Amiga Computings Jonathan Maddock echoed similar thoughts when comparing Pinkie to the James Pond series, notably its blend of platform action and puzzles. Maddock labelled the game as a "cracking little platformer", praising its pastel-colored graphics, well-presented character animations, pop soundtrack, adequate sound effects, and large bosses. Amiga Dreams Grégory Halliday agreed with Maddock about the pastel-toned visuals, stating that they give charm to the presentation but noted the occasionally bare backgrounds.
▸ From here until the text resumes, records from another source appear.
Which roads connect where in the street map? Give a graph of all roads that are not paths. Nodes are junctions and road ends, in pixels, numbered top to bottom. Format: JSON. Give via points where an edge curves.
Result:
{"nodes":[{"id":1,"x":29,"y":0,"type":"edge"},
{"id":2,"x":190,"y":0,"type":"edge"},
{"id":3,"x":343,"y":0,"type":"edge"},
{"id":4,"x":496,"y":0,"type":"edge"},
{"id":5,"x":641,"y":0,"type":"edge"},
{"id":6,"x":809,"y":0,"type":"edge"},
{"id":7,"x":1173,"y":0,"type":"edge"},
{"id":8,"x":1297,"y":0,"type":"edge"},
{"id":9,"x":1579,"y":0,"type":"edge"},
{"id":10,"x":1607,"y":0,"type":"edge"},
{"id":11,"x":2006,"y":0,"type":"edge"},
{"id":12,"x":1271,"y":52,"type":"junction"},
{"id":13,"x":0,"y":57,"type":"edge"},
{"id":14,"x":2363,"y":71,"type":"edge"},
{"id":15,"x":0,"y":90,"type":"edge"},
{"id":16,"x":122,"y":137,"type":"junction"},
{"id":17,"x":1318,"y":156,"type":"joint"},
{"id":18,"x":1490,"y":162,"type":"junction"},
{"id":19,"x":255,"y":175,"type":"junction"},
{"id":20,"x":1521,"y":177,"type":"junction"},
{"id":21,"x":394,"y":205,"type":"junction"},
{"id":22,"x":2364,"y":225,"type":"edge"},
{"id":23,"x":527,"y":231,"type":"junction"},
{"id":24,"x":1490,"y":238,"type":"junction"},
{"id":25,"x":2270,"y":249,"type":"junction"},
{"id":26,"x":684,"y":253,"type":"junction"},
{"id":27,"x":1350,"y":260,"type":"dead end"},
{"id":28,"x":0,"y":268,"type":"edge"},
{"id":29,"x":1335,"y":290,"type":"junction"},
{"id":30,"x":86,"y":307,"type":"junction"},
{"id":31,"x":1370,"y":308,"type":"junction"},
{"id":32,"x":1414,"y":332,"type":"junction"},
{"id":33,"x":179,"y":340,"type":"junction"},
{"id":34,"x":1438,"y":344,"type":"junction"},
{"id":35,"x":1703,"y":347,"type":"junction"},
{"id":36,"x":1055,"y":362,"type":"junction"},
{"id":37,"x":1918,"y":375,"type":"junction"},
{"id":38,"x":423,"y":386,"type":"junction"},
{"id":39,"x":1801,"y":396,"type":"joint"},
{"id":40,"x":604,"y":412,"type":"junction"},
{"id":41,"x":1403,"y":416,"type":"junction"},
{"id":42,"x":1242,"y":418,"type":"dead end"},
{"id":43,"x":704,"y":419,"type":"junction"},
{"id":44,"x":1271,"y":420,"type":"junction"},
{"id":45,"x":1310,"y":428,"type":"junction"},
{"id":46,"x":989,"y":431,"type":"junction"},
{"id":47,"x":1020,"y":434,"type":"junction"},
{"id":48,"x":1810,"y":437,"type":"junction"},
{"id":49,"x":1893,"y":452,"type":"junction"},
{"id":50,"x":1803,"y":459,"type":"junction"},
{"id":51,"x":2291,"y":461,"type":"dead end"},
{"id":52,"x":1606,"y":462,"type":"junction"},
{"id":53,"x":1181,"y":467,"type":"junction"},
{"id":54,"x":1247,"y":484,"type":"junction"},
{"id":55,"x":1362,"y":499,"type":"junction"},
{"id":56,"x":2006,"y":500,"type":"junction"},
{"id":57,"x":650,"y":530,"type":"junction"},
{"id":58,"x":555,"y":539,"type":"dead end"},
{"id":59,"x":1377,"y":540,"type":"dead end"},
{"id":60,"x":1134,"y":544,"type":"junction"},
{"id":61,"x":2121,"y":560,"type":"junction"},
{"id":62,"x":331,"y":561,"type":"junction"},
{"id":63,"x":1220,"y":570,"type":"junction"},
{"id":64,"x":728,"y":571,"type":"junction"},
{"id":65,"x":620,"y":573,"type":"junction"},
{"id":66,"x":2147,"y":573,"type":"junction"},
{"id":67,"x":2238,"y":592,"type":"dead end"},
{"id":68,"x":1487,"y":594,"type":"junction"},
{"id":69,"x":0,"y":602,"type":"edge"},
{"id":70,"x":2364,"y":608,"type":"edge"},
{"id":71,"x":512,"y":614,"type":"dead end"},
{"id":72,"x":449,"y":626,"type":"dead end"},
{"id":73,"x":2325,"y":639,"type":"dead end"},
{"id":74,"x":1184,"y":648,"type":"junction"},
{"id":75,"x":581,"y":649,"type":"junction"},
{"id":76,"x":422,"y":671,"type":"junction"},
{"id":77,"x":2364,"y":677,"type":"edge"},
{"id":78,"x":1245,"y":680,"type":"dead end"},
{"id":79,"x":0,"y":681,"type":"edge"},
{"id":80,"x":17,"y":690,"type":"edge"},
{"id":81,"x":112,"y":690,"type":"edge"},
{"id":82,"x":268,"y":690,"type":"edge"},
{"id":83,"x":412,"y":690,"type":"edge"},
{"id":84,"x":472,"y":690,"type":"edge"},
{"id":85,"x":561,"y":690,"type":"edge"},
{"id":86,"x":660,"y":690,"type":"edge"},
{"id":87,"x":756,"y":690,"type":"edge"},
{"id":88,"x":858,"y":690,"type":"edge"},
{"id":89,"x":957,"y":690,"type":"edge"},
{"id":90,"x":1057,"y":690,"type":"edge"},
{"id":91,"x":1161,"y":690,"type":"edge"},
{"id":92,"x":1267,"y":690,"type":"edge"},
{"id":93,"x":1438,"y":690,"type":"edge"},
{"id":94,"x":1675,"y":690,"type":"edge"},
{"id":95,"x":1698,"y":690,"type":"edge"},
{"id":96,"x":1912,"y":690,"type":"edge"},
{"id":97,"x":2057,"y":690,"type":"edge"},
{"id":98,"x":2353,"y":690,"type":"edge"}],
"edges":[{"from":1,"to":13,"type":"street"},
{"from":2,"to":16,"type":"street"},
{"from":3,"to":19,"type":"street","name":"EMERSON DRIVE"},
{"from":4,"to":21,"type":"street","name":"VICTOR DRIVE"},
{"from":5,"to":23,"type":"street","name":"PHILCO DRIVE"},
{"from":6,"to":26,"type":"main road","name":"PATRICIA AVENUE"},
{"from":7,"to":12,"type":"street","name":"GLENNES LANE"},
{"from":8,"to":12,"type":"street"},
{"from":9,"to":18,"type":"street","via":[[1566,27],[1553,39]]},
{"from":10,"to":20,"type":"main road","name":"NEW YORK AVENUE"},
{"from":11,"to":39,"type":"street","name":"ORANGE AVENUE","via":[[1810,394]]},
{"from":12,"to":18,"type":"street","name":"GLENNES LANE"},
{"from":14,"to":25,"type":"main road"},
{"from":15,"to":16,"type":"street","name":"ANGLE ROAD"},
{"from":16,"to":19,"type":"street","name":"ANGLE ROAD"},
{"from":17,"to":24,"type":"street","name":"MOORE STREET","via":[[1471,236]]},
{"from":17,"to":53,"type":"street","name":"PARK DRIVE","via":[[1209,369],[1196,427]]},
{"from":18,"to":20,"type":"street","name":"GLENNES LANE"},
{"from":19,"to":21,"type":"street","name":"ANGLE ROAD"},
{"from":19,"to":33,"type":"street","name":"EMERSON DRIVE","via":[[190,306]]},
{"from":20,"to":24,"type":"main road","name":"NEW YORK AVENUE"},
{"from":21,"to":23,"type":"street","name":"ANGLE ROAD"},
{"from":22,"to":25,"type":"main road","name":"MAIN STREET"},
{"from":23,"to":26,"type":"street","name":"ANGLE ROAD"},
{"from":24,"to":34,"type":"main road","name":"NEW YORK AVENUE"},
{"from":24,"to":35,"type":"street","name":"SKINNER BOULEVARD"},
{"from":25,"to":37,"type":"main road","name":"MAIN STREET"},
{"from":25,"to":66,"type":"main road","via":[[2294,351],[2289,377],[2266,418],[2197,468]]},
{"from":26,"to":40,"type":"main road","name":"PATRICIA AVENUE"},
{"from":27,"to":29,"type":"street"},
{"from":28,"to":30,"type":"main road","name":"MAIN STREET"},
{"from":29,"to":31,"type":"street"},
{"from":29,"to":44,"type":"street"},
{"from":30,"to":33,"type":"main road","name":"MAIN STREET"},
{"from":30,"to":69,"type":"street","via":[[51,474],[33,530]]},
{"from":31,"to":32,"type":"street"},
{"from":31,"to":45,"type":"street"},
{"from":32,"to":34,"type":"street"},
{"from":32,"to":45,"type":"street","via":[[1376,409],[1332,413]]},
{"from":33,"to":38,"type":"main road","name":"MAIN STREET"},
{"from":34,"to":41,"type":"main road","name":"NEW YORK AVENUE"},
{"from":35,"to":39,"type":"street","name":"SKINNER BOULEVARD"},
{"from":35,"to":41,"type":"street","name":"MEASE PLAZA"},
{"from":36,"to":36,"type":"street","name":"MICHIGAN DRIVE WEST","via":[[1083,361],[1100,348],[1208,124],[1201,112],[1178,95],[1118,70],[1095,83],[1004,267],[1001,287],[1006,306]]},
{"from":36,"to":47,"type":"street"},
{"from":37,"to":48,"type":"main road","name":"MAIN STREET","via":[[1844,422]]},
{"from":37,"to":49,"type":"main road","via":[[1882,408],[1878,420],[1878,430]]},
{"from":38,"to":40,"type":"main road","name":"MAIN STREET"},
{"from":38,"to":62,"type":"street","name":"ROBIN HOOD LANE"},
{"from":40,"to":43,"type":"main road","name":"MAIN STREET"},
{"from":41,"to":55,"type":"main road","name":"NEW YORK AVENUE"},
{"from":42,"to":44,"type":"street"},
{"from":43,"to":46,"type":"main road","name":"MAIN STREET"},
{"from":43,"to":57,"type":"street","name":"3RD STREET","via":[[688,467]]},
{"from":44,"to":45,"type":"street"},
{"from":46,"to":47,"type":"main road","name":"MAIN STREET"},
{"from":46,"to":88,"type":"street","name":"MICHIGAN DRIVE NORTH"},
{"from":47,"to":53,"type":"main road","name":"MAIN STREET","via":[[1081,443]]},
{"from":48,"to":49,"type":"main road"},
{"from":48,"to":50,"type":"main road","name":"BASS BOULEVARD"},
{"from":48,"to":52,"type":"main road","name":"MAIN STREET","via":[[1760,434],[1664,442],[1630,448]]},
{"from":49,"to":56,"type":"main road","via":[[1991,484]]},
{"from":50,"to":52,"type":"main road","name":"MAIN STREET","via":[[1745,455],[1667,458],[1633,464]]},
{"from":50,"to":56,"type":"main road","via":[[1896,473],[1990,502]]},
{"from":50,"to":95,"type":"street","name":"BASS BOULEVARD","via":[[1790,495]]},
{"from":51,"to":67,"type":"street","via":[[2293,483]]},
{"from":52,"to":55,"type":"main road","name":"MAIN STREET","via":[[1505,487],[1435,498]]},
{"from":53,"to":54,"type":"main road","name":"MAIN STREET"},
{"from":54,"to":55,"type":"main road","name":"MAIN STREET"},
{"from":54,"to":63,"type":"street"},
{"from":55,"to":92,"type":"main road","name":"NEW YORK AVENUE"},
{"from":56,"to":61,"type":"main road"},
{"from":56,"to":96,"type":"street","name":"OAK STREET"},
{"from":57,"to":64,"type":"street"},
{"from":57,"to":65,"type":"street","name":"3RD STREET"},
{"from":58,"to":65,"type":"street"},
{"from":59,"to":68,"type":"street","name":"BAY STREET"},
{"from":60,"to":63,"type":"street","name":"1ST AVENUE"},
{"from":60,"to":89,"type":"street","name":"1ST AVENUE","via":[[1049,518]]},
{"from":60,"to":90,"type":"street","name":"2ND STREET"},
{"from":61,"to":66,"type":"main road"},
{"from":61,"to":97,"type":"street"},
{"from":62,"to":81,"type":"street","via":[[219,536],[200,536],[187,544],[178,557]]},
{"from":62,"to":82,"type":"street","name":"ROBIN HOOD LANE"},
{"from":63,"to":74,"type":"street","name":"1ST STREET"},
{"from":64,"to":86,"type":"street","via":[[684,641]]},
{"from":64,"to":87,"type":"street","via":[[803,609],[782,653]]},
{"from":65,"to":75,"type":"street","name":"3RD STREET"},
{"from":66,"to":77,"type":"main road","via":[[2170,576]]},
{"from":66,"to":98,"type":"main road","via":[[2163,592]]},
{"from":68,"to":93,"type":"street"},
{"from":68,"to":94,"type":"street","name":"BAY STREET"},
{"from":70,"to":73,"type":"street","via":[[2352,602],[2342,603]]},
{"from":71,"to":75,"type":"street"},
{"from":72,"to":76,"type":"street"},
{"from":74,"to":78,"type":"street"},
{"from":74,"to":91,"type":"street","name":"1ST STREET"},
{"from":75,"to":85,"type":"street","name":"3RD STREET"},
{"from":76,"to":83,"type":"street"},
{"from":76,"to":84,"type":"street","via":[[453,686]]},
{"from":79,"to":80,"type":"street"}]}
Halliday also felt the game took characteristics from the James Pond series, specifically James Pond 3. Amiga Jokers Richard Löwenstein gave the game positive remarks to its music, suitable sound effects, and control system, but faulted the constant disk swapping, jerky scrolling, little detailed graphics, and poor sprite animations. Computer and Video Games deemed it as an enjoyable platform/puzzle game for kids, commending its colorful hand-drawn environments, audio, and playability.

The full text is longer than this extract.